RECORDS FOR THE EXERCISE =>
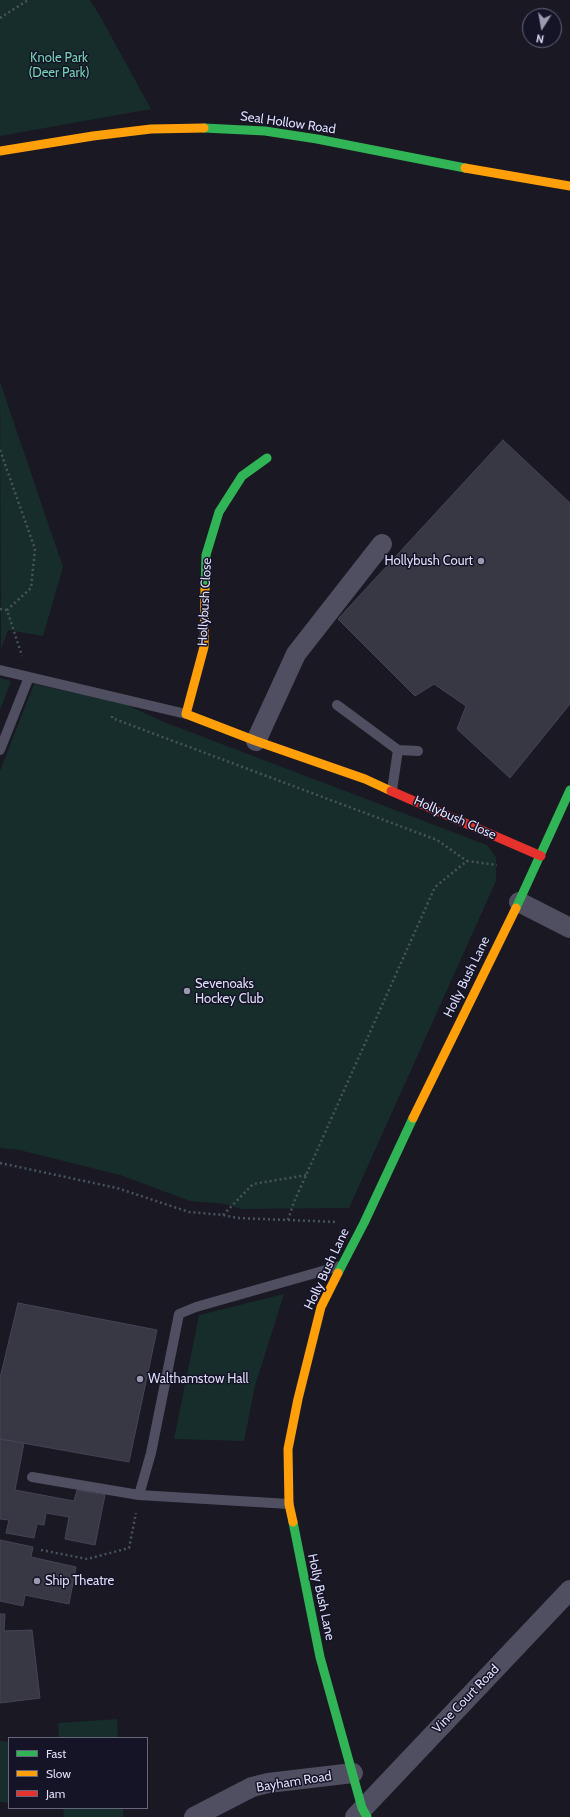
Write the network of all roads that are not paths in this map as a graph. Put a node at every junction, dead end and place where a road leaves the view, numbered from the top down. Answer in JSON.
{"nodes":[{"id":1,"x":0,"y":151,"type":"edge"},
{"id":2,"x":570,"y":186,"type":"edge"},
{"id":3,"x":267,"y":458,"type":"dead end"},
{"id":4,"x":382,"y":544,"type":"dead end"},
{"id":5,"x":0,"y":670,"type":"edge"},
{"id":6,"x":29,"y":677,"type":"junction"},
{"id":7,"x":337,"y":704,"type":"dead end"},
{"id":8,"x":186,"y":714,"type":"junction"},
{"id":9,"x":256,"y":741,"type":"junction"},
{"id":10,"x":0,"y":750,"type":"edge"},
{"id":11,"x":398,"y":750,"type":"junction"},
{"id":12,"x":418,"y":751,"type":"dead end"},
{"id":13,"x":392,"y":790,"type":"junction"},
{"id":14,"x":570,"y":790,"type":"edge"},
{"id":15,"x":541,"y":856,"type":"junction"},
{"id":16,"x":519,"y":902,"type":"junction"},
{"id":17,"x":570,"y":928,"type":"edge"},
{"id":18,"x":341,"y":1266,"type":"junction"},
{"id":19,"x":32,"y":1477,"type":"dead end"},
{"id":20,"x":139,"y":1495,"type":"junction"},
{"id":21,"x":289,"y":1504,"type":"junction"},
{"id":22,"x":570,"y":1590,"type":"edge"},
{"id":23,"x":353,"y":1773,"type":"junction"},
{"id":24,"x":362,"y":1814,"type":"edge"},
{"id":25,"x":194,"y":1817,"type":"edge"}],
"edges":[{"from":1,"to":2,"type":"street","name":"Seal Hollow Road"},
{"from":3,"to":8,"type":"street","name":"Hollybush Close"},
{"from":4,"to":9,"type":"street"},
{"from":5,"to":6,"type":"lane"},
{"from":6,"to":8,"type":"lane"},
{"from":6,"to":10,"type":"lane"},
{"from":7,"to":11,"type":"lane"},
{"from":8,"to":9,"type":"street","name":"Hollybush Close"},
{"from":9,"to":13,"type":"street","name":"Hollybush Close"},
{"from":11,"to":12,"type":"lane"},
{"from":11,"to":13,"type":"lane"},
{"from":13,"to":15,"type":"street","name":"Hollybush Close"},
{"from":14,"to":15,"type":"street","name":"Holly Bush Lane"},
{"from":15,"to":16,"type":"street","name":"Holly Bush Lane"},
{"from":16,"to":17,"type":"street"},
{"from":16,"to":18,"type":"street","name":"Holly Bush Lane"},
{"from":18,"to":20,"type":"lane"},
{"from":18,"to":21,"type":"street","name":"Holly Bush Lane"},
{"from":19,"to":20,"type":"lane"},
{"from":20,"to":21,"type":"lane"},
{"from":21,"to":23,"type":"street","name":"Holly Bush Lane"},
{"from":22,"to":24,"type":"street","name":"Vine Court Road"},
{"from":23,"to":24,"type":"street","name":"Holly Bush Lane"},
{"from":23,"to":25,"type":"street","name":"Bayham Road"}]}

TASK ITEM => The full listing must come back exactly as written, with its pictures left out.

SOLUTION FOR THIS PROBLEM =>
Write the network of all roads that are not paths in this map as a graph. Put a node at every junction, dead end and place where a road leaves the view, numbered from the top down. Answer in JSON.
{"nodes":[{"id":1,"x":0,"y":151,"type":"edge"},
{"id":2,"x":570,"y":186,"type":"edge"},
{"id":3,"x":267,"y":458,"type":"dead end"},
{"id":4,"x":382,"y":544,"type":"dead end"},
{"id":5,"x":0,"y":670,"type":"edge"},
{"id":6,"x":29,"y":677,"type":"junction"},
{"id":7,"x":337,"y":704,"type":"dead end"},
{"id":8,"x":186,"y":714,"type":"junction"},
{"id":9,"x":256,"y":741,"type":"junction"},
{"id":10,"x":0,"y":750,"type":"edge"},
{"id":11,"x":398,"y":750,"type":"junction"},
{"id":12,"x":418,"y":751,"type":"dead end"},
{"id":13,"x":392,"y":790,"type":"junction"},
{"id":14,"x":570,"y":790,"type":"edge"},
{"id":15,"x":541,"y":856,"type":"junction"},
{"id":16,"x":519,"y":902,"type":"junction"},
{"id":17,"x":570,"y":928,"type":"edge"},
{"id":18,"x":341,"y":1266,"type":"junction"},
{"id":19,"x":32,"y":1477,"type":"dead end"},
{"id":20,"x":139,"y":1495,"type":"junction"},
{"id":21,"x":289,"y":1504,"type":"junction"},
{"id":22,"x":570,"y":1590,"type":"edge"},
{"id":23,"x":353,"y":1773,"type":"junction"},
{"id":24,"x":362,"y":1814,"type":"edge"},
{"id":25,"x":194,"y":1817,"type":"edge"}],
"edges":[{"from":1,"to":2,"type":"street","name":"Seal Hollow Road"},
{"from":3,"to":8,"type":"street","name":"Hollybush Close"},
{"from":4,"to":9,"type":"street"},
{"from":5,"to":6,"type":"lane"},
{"from":6,"to":8,"type":"lane"},
{"from":6,"to":10,"type":"lane"},
{"from":7,"to":11,"type":"lane"},
{"from":8,"to":9,"type":"street","name":"Hollybush Close"},
{"from":9,"to":13,"type":"street","name":"Hollybush Close"},
{"from":11,"to":12,"type":"lane"},
{"from":11,"to":13,"type":"lane"},
{"from":13,"to":15,"type":"street","name":"Hollybush Close"},
{"from":14,"to":15,"type":"street","name":"Holly Bush Lane"},
{"from":15,"to":16,"type":"street","name":"Holly Bush Lane"},
{"from":16,"to":17,"type":"street"},
{"from":16,"to":18,"type":"street","name":"Holly Bush Lane"},
{"from":18,"to":20,"type":"lane"},
{"from":18,"to":21,"type":"street","name":"Holly Bush Lane"},
{"from":19,"to":20,"type":"lane"},
{"from":20,"to":21,"type":"lane"},
{"from":21,"to":23,"type":"street","name":"Holly Bush Lane"},
{"from":22,"to":24,"type":"street","name":"Vine Court Road"},
{"from":23,"to":24,"type":"street","name":"Holly Bush Lane"},
{"from":23,"to":25,"type":"street","name":"Bayham Road"}]}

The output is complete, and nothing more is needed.